## Data for analysis

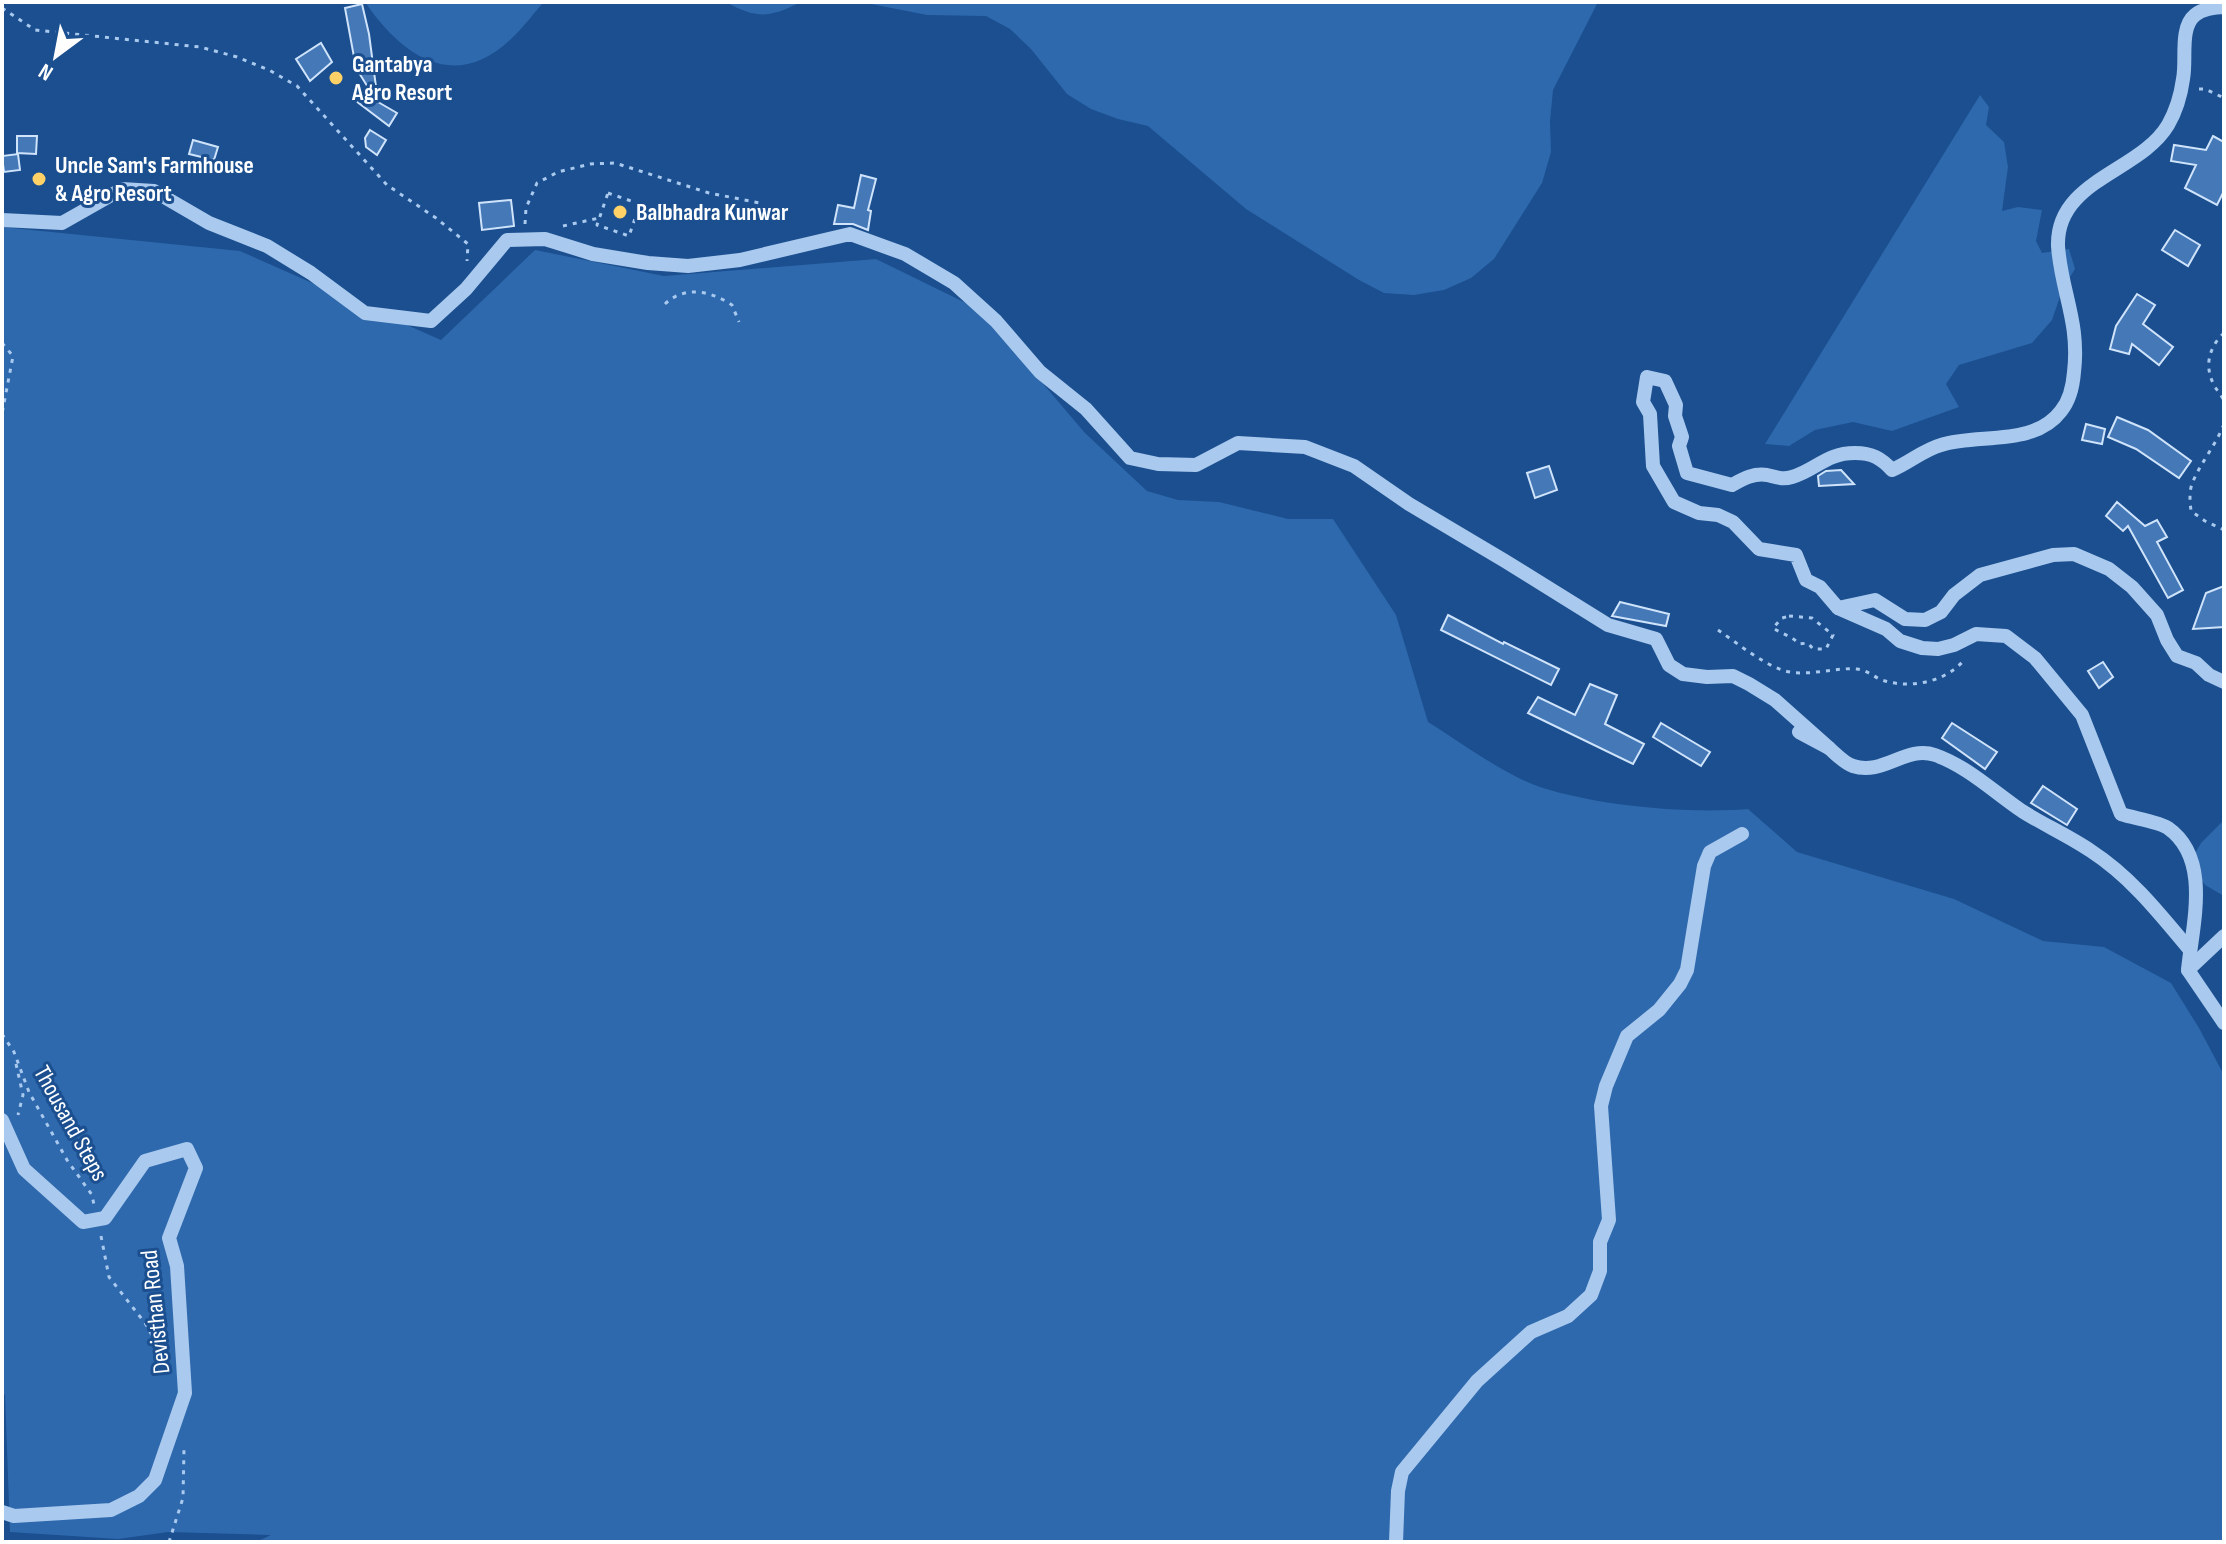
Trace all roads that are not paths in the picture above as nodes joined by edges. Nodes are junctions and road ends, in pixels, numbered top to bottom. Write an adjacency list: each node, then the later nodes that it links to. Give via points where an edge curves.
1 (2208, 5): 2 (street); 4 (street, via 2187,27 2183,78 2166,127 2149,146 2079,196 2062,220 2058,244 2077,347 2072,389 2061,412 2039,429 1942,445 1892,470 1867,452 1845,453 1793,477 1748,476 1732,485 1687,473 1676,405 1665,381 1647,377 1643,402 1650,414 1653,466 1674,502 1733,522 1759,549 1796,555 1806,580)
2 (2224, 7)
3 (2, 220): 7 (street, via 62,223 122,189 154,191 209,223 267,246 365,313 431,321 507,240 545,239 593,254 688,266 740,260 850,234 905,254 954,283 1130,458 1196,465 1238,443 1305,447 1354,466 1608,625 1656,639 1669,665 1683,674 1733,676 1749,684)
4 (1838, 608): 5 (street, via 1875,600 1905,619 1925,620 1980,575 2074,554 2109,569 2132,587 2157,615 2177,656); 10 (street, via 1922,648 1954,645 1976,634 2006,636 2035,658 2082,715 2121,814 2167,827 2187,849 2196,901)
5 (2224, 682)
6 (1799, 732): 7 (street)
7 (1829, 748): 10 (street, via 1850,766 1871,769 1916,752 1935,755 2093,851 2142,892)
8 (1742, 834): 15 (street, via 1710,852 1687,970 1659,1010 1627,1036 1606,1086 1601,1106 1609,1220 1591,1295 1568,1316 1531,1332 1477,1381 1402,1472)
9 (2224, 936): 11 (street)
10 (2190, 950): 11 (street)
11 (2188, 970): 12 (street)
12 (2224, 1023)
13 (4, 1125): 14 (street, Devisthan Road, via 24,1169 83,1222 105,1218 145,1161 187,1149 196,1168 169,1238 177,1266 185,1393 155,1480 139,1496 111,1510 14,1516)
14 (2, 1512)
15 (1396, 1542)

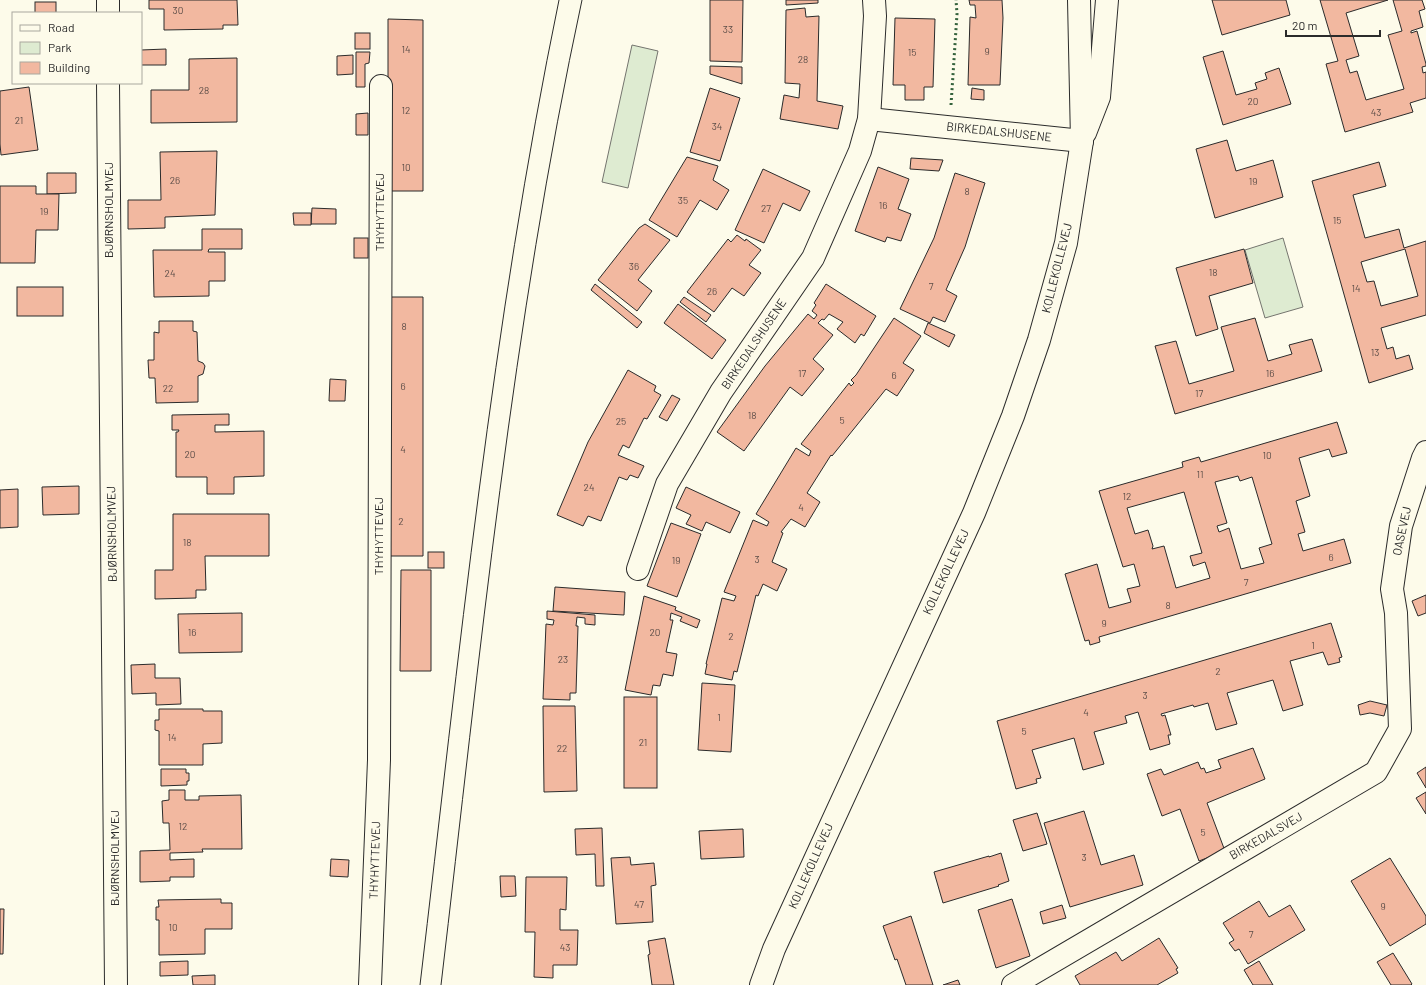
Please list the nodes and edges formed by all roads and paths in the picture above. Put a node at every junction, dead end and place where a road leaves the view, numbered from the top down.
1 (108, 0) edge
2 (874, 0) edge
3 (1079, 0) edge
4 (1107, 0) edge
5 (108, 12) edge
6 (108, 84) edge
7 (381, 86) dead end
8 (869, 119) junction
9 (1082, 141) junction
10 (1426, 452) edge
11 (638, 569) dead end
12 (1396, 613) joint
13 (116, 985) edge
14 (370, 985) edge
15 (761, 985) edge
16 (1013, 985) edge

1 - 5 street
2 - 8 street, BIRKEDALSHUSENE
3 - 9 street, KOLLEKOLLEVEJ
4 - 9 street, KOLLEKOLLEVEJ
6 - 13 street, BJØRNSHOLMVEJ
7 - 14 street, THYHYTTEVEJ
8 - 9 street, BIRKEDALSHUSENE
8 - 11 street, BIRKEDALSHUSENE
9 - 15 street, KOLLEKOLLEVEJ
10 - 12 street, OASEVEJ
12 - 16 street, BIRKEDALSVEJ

## What you are asked to do
Everything before the line containing "Please list the" stays out. Write out that line and the rest of the entries exactly.

## Response below
Please list the nodes and edges formed by all roads and paths in the picture above. Put a node at every junction, dead end and place where a road leaves the view, numbered from the top down.
1 (108, 0) edge
2 (874, 0) edge
3 (1079, 0) edge
4 (1107, 0) edge
5 (108, 12) edge
6 (108, 84) edge
7 (381, 86) dead end
8 (869, 119) junction
9 (1082, 141) junction
10 (1426, 452) edge
11 (638, 569) dead end
12 (1396, 613) joint
13 (116, 985) edge
14 (370, 985) edge
15 (761, 985) edge
16 (1013, 985) edge

1 - 5 street
2 - 8 street, BIRKEDALSHUSENE
3 - 9 street, KOLLEKOLLEVEJ
4 - 9 street, KOLLEKOLLEVEJ
6 - 13 street, BJØRNSHOLMVEJ
7 - 14 street, THYHYTTEVEJ
8 - 9 street, BIRKEDALSHUSENE
8 - 11 street, BIRKEDALSHUSENE
9 - 15 street, KOLLEKOLLEVEJ
10 - 12 street, OASEVEJ
12 - 16 street, BIRKEDALSVEJ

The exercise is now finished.